*EXERCISE BRIEF*:
Go through the records, and copy each line in which the string "Drive" is present.

....

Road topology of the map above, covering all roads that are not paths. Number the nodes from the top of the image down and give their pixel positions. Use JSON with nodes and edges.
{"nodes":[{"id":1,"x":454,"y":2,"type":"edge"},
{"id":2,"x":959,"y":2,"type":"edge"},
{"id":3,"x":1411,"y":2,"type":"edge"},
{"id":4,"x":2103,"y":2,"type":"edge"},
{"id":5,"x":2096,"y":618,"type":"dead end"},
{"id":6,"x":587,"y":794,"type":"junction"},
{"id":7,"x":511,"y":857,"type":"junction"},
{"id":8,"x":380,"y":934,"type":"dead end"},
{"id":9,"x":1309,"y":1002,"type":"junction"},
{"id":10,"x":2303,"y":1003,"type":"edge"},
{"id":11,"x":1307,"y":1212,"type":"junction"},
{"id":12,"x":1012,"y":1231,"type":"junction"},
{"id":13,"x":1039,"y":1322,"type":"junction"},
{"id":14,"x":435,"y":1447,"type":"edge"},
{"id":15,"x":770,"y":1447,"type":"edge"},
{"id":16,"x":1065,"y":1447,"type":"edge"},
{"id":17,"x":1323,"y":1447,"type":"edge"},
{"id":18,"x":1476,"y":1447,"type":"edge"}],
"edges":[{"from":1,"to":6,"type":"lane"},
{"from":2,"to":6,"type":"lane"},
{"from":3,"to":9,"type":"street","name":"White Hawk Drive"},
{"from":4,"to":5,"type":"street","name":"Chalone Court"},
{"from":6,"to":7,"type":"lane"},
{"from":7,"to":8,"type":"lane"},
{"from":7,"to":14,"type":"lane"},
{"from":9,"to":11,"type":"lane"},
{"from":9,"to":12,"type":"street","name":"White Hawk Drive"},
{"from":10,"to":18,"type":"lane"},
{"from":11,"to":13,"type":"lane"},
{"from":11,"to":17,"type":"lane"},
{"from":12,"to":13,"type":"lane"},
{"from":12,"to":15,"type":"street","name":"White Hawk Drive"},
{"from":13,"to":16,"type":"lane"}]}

....

*SOLUTION TO THIS PROBLEM*:
{"from":3,"to":9,"type":"street","name":"White Hawk Drive"},
{"from":9,"to":12,"type":"street","name":"White Hawk Drive"},
{"from":12,"to":15,"type":"street","name":"White Hawk Drive"},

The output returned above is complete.